All of these are assumptions, of course. Further assumptions are needed to derive any testable consequences from them. But a few communities in theoretical physics are willing to take the plunge, and see what consequences their assumptions have.

First, there’s the Swampland. String theorists posit that the world has extra dimensions, which can be curled up in a variety of ways to hide from view, with different observable consequences depending on how the dimensions are curled up. This list of different observable consequences is referred to as the Landscape of possibilities. Based on that, some string theorists coined the term “Swampland” to represent an area outside the Landscape, containing observations that are incompatible with quantum gravity altogether, and tried to figure out what those observations would be.

In principle, the Swampland includes the work of all the other communities on this list, since a theory of quantum gravity ought to be consistent with other principles as well. In practice, people who use the term focus on consequences of gravity in particular. The earliest such ideas argued from thought experiments with black holes, finding results that seemed to demand that gravity be the weakest force for at least one type of particle.

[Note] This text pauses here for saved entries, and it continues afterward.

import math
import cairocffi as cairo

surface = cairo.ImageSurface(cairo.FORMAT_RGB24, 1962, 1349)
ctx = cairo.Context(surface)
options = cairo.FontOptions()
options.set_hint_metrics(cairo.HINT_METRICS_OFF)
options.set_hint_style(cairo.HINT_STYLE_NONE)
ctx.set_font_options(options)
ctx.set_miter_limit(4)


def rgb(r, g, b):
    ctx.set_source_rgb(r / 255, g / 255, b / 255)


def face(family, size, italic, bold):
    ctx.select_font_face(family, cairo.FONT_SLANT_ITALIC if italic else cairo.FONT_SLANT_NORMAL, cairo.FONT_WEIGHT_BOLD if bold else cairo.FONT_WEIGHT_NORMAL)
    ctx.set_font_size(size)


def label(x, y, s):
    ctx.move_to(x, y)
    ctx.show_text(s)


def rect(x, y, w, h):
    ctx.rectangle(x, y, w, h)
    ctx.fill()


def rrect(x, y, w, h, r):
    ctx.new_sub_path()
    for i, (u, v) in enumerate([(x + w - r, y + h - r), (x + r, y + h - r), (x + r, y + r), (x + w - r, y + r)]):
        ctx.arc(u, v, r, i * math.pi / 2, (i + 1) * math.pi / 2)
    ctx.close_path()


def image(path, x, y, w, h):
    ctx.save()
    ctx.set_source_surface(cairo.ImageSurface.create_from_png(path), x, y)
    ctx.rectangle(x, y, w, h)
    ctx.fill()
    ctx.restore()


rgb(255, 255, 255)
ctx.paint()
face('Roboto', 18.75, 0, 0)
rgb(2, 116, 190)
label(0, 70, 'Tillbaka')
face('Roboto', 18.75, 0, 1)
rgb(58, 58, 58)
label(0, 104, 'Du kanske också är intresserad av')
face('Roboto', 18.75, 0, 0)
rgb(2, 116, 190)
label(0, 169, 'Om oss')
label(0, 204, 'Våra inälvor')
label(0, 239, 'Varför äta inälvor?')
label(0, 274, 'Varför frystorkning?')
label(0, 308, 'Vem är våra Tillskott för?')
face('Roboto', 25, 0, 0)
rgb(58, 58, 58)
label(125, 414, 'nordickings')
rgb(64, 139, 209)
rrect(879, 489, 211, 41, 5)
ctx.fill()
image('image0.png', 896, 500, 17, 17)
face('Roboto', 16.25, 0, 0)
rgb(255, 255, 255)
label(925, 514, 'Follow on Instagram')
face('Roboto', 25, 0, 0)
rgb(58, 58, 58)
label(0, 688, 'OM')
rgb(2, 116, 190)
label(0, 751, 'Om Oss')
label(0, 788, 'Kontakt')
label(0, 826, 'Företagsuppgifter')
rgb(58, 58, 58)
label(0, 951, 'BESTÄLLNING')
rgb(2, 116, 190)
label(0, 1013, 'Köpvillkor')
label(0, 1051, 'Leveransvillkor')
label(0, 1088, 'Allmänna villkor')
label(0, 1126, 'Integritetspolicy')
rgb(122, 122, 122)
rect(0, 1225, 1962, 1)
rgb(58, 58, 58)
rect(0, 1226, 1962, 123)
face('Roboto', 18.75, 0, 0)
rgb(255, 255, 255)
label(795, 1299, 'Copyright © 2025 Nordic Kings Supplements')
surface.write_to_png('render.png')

Later researchers would more frequently use string theory as an example, looking at what kinds of constructions people had been able to make in the Landscape to guess what might lie outside of it. They’ve used this to argue that dark energy might be temporary, and to try to figure out what traits new particles might have.

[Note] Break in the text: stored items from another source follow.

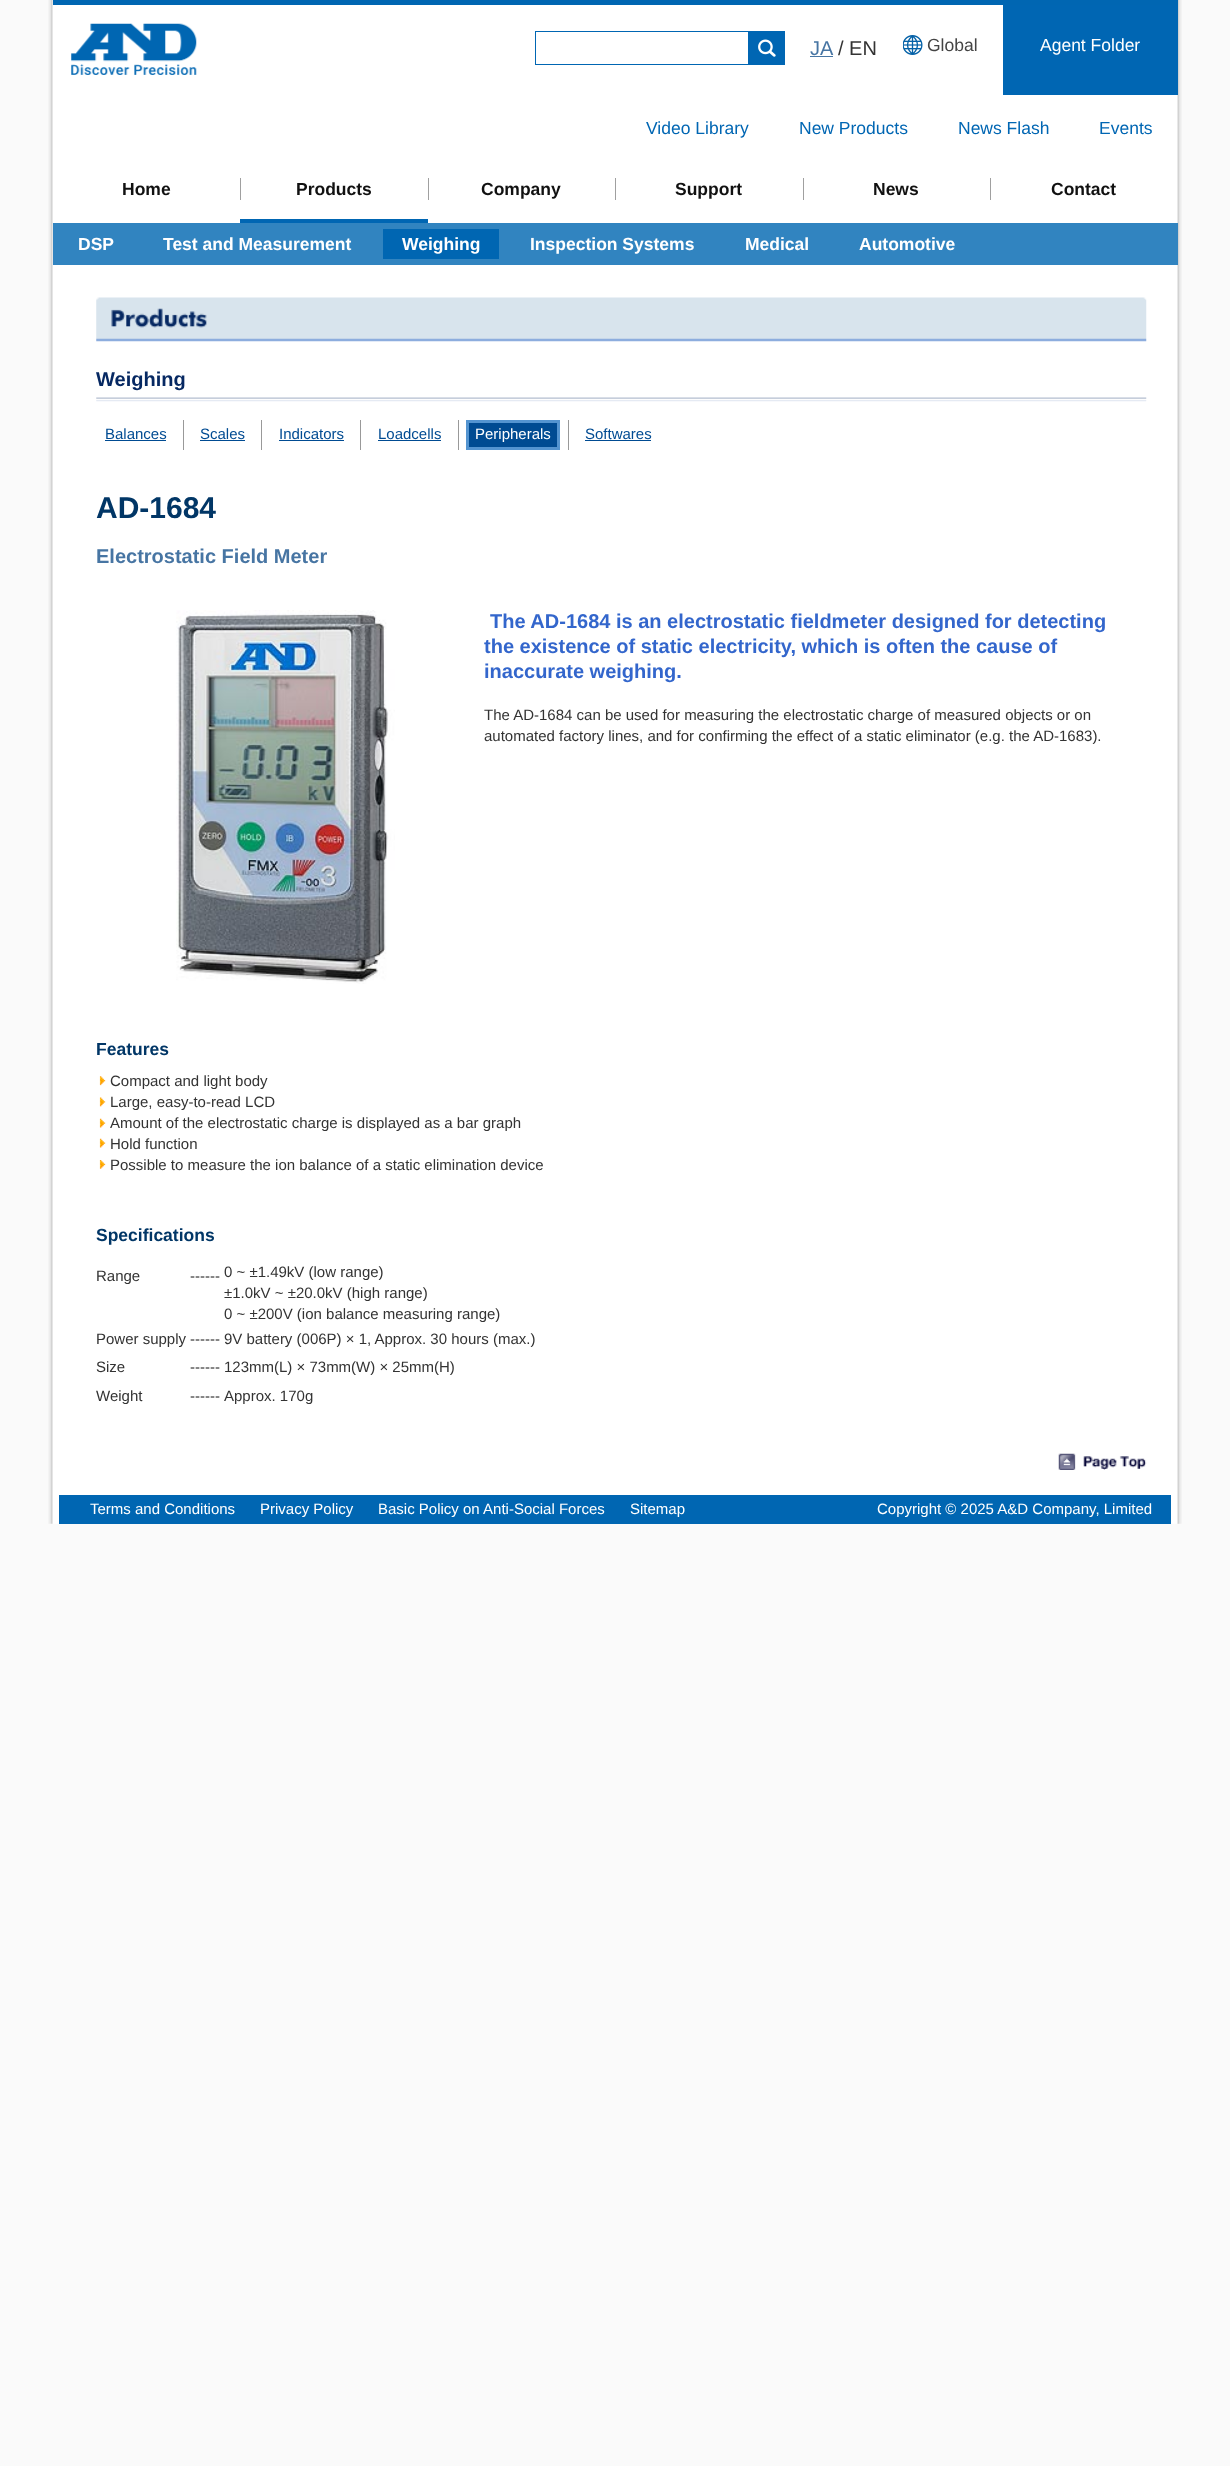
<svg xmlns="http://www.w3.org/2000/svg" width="1230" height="2466">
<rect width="100%" height="100%" fill="#fafafa"/>
<image x="48" y="0" width="1134" height="1524" href="media/1.png"/>
<rect x="53" width="1125" height="5" fill="#0066b2"/>
<image x="71" y="23" width="126" height="52" href="media/2.png"/>
<rect x="535.5" y="31.5" width="249" height="33" fill="none" stroke="#0066b3"/>
<rect x="748" y="32" width="36" height="32" fill="#0066b3"/>
<image x="758" y="39" width="18" height="18" href="media/3.png"/>
<text x="810" y="55" style="font-family:Liberation Sans;font-size:20px;fill:#4775a3">JA</text>
<rect x="810" y="56" width="23" height="1" fill="#4775a3"/>
<text x="838" y="55" style="font-family:Liberation Sans;font-size:20px;fill:#333">/ EN</text>
<image x="903" y="35" width="20" height="20" href="media/4.png"/>
<text x="927" y="51" style="font-family:Liberation Sans;font-size:17.5px;fill:#444">Global</text>
<rect x="1003" y="5" width="175" height="90" fill="#0066b3"/>
<text x="1040" y="51" style="font-family:Liberation Sans;font-size:17.5px;fill:#fff">Agent Folder</text>
<text x="646" y="134" style="font-family:Liberation Sans;font-size:17.5px;fill:#0066b3">Video Library</text>
<text x="799" y="134" style="font-family:Liberation Sans;font-size:17.5px;fill:#0066b3">New Products</text>
<text x="958" y="134" style="font-family:Liberation Sans;font-size:17.5px;fill:#0066b3">News Flash</text>
<text x="1099" y="134" style="font-family:Liberation Sans;font-size:17.5px;fill:#0066b3">Events</text>
<rect x="240" y="178" width="1" height="22" fill="#a0a0a0"/>
<text x="296" y="195" style="font-family:Liberation Sans;font-size:17.5px;font-weight:bold;fill:#111">Products</text>
<rect x="240" y="219" width="188" height="4" fill="#0066b3"/>
<rect x="53" y="223" width="1125" height="42" fill="#3184c0"/>
<text x="78" y="250" style="font-family:Liberation Sans;font-size:17.5px;font-weight:bold;fill:#fff">DSP</text>
<text x="163" y="250" style="font-family:Liberation Sans;font-size:17.5px;font-weight:bold;fill:#fff">Test and Measurement</text>
<rect x="383" y="229" width="116" height="30" fill="#0066b2"/>
<text x="402" y="250" style="font-family:Liberation Sans;font-size:17.5px;font-weight:bold;fill:#fff">Weighing</text>
<text x="530" y="250" style="font-family:Liberation Sans;font-size:17.5px;font-weight:bold;fill:#fff">Inspection Systems</text>
<text x="745" y="250" style="font-family:Liberation Sans;font-size:17.5px;font-weight:bold;fill:#fff">Medical</text>
<text x="859" y="250" style="font-family:Liberation Sans;font-size:17.5px;font-weight:bold;fill:#fff">Automotive</text>
<text x="122" y="195" style="font-family:Liberation Sans;font-size:17.5px;font-weight:bold;fill:#111">Home</text>
<rect x="428" y="178" width="1" height="22" fill="#a0a0a0"/>
<text x="481" y="195" style="font-family:Liberation Sans;font-size:17.5px;font-weight:bold;fill:#111">Company</text>
<rect x="615" y="178" width="1" height="22" fill="#a0a0a0"/>
<text x="675" y="195" style="font-family:Liberation Sans;font-size:17.5px;font-weight:bold;fill:#111">Support</text>
<rect x="803" y="178" width="1" height="22" fill="#a0a0a0"/>
<text x="873" y="195" style="font-family:Liberation Sans;font-size:17.5px;font-weight:bold;fill:#111">News</text>
<rect x="990" y="178" width="1" height="22" fill="#a0a0a0"/>
<text x="1051" y="195" style="font-family:Liberation Sans;font-size:17.5px;font-weight:bold;fill:#111">Contact</text>
<image x="96" y="297" width="1051" height="45" href="media/5.png"/>
<image x="96" y="397" width="1051" height="5" href="media/6.png"/>
<text x="96" y="386" style="font-family:Liberation Sans;font-size:20px;font-weight:bold;fill:#062862">Weighing</text>
<text x="105" y="439" style="font-family:Liberation Sans;font-size:15px;fill:#004b92">Balances</text>
<rect x="105" y="440" width="61" height="1" fill="#004b92"/>
<rect x="183" y="420" width="1" height="30" fill="#999"/>
<text x="200" y="439" style="font-family:Liberation Sans;font-size:15px;fill:#004b92">Scales</text>
<rect x="200" y="440" width="45" height="1" fill="#004b92"/>
<rect x="261" y="420" width="1" height="30" fill="#999"/>
<text x="279" y="439" style="font-family:Liberation Sans;font-size:15px;fill:#004b92">Indicators</text>
<rect x="279" y="440" width="65" height="1" fill="#004b92"/>
<rect x="360" y="420" width="1" height="30" fill="#999"/>
<text x="378" y="439" style="font-family:Liberation Sans;font-size:15px;fill:#004b92">Loadcells</text>
<rect x="378" y="440" width="63" height="1" fill="#004b92"/>
<rect x="458" y="420" width="1" height="30" fill="#999"/>
<rect x="467.5" y="421.5" width="91" height="27" fill="#004b92" stroke="#5494d0" stroke-width="3"/>
<text x="475" y="439" style="font-family:Liberation Sans;font-size:15px;fill:#fff">Peripherals</text>
<rect x="568" y="420" width="1" height="30" fill="#999"/>
<text x="585" y="439" style="font-family:Liberation Sans;font-size:15px;fill:#004b92">Softwares</text>
<rect x="585" y="440" width="66" height="1" fill="#004b92"/>
<text x="96" y="518" style="font-family:Liberation Sans;font-size:30px;font-weight:bold;fill:#013666">AD-1684</text>
<text x="96" y="563" style="font-family:Liberation Sans;font-size:20px;font-weight:bold;fill:#4775a3">Electrostatic Field Meter</text>
<image x="176" y="610" width="219" height="374" href="media/7.png"/>
<text x="490" y="628" style="font-family:Liberation Sans;font-size:20px;font-weight:bold;fill:#36c">The AD-1684 is an electrostatic fieldmeter designed for detecting</text>
<text x="484" y="653" style="font-family:Liberation Sans;font-size:20px;font-weight:bold;fill:#36c">the existence of static electricity, which is often the cause of</text>
<text x="484" y="678" style="font-family:Liberation Sans;font-size:20px;font-weight:bold;fill:#36c">inaccurate weighing.</text>
<text x="484" y="720" style="font-family:Liberation Sans;font-size:15px;fill:#333">The AD-1684 can be used for measuring the electrostatic charge of measured objects or on</text>
<text x="484" y="741" style="font-family:Liberation Sans;font-size:15px;fill:#333">automated factory lines, and for confirming the effect of a static eliminator (e.g. the AD-1683).</text>
<text x="96" y="1055" style="font-family:Liberation Sans;font-size:17.5px;font-weight:bold;fill:#013666">Features</text>
<image x="99" y="1076" width="7" height="10" href="media/8.png"/>
<text x="110" y="1086" style="font-family:Liberation Sans;font-size:15px;fill:#333">Compact and light body</text>
<image x="99" y="1097" width="7" height="10" href="media/9.png"/>
<text x="110" y="1107" style="font-family:Liberation Sans;font-size:15px;fill:#333">Large, easy-to-read LCD</text>
<image x="99" y="1118" width="7" height="10" href="media/10.png"/>
<text x="110" y="1128" style="font-family:Liberation Sans;font-size:15px;fill:#333">Amount of the electrostatic charge is displayed as a bar graph</text>
<image x="99" y="1138" width="7" height="10" href="media/10.png"/>
<text x="110" y="1149" style="font-family:Liberation Sans;font-size:15px;fill:#333">Hold function</text>
<image x="99" y="1160" width="7" height="9" href="media/11.png"/>
<text x="110" y="1170" style="font-family:Liberation Sans;font-size:15px;fill:#333">Possible to measure the ion balance of a static elimination device</text>
<text x="96" y="1241" style="font-family:Liberation Sans;font-size:17.5px;font-weight:bold;fill:#013666">Specifications</text>
<text x="96" y="1281" style="font-family:Liberation Sans;font-size:15px;fill:#333">Range</text>
<text x="190" y="1281" style="font-family:Liberation Sans;font-size:15px;fill:#333">------</text>
<text x="224" y="1277" style="font-family:Liberation Sans;font-size:15px;fill:#333">0 ~ ±1.49kV (low range)</text>
<text x="224" y="1298" style="font-family:Liberation Sans;font-size:15px;fill:#333">±1.0kV ~ ±20.0kV (high range)</text>
<text x="224" y="1319" style="font-family:Liberation Sans;font-size:15px;fill:#333">0 ~ ±200V (ion balance measuring range)</text>
<text x="96" y="1344" style="font-family:Liberation Sans;font-size:15px;fill:#333">Power supply</text>
<text x="190" y="1344" style="font-family:Liberation Sans;font-size:15px;fill:#333">------</text>
<text x="224" y="1344" style="font-family:Liberation Sans;font-size:15px;fill:#333">9V battery (006P) × 1, Approx. 30 hours (max.)</text>
<text x="96" y="1372" style="font-family:Liberation Sans;font-size:15px;fill:#333">Size</text>
<text x="190" y="1372" style="font-family:Liberation Sans;font-size:15px;fill:#333">------</text>
<text x="224" y="1372" style="font-family:Liberation Sans;font-size:15px;fill:#333">123mm(L) × 73mm(W) × 25mm(H)</text>
<text x="96" y="1401" style="font-family:Liberation Sans;font-size:15px;fill:#333">Weight</text>
<text x="190" y="1401" style="font-family:Liberation Sans;font-size:15px;fill:#333">------</text>
<text x="224" y="1401" style="font-family:Liberation Sans;font-size:15px;fill:#333">Approx. 170g</text>
<image x="1058" y="1453" width="89" height="17" href="media/12.png"/>
<rect x="59" y="1495" width="1112" height="29" fill="#0066b2"/>
<text x="90" y="1514" style="font-family:Liberation Sans;font-size:15px;fill:#fff">Terms and Conditions</text>
<text x="260" y="1514" style="font-family:Liberation Sans;font-size:15px;fill:#fff">Privacy Policy</text>
<text x="378" y="1514" style="font-family:Liberation Sans;font-size:15px;fill:#fff">Basic Policy on Anti-Social Forces</text>
<text x="630" y="1514" style="font-family:Liberation Sans;font-size:15px;fill:#fff">Sitemap</text>
<text x="877" y="1514" style="font-family:Liberation Sans;font-size:15px;fill:#fff">Copyright © 2025 A&amp;D Company, Limited</text>
</svg>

Second, I should mention naturalness. When talking about naturalness, people often use the analogy of a pen balanced on its tip. While possible in principle, it must have been set up almost perfectly, since any small imbalance would cause it to topple, and that perfection demands an explanation. Similarly, in particle physics, things like the mass of the Higgs boson and the strength of dark energy seem to be carefully balanced, so that a small change in how they were set up would lead to a much heavier Higgs boson or much stronger dark energy. The need for an explanation for the Higgs’ careful balance is why many physicists expected the Large Hadron Collider to discover additional new particles.

As I’ve argued before, this kind of argument rests on assumptions about the fundamental laws of physics. It assumes that the fundamental laws explain the mass of the Higgs, not merely by giving it an arbitrary number but by showing how that number comes from a non-arbitrary physical process. It also assumes that we understand well how physical processes like that work, and what kinds of numbers they can give. That’s why I think of naturalness as a type of argument, much like the Swampland, that uses the smallest scales to constrain larger ones.

Third is a host of constraints that usually go together: causality, unitarity, and positivity. Causality comes from cause and effect in a relativistic universe. Because two distant events can appear to happen in different orders depending on how fast you’re going, any way to send signals faster than light is also a way to send signals back in time, causing all of the paradoxes familiar from science fiction. Unitarity comes from quantum mechanics. If quantum calculations are supposed to give the probability of things happening, those probabilities should make sense as probabilities: for example, they should never go above one.

You might guess that almost any theory would satisfy these constraints. But if you extend a theory to the smallest scales, some theories that otherwise seem sensible end up failing this test. Actually linking things up takes other conjectures about the mathematical form theories can have, conjectures that seem more solid than the ones underlying Swampland and naturalness constraints but that still can’t be conclusively proven. If you trust the conjectures, you can derive restrictions, often called positivity constraints when they demand that some set of observations is positive. There has been a renaissance in this kind of research over the last few years, including arguments that certain speculative theories of gravity can’t actually work.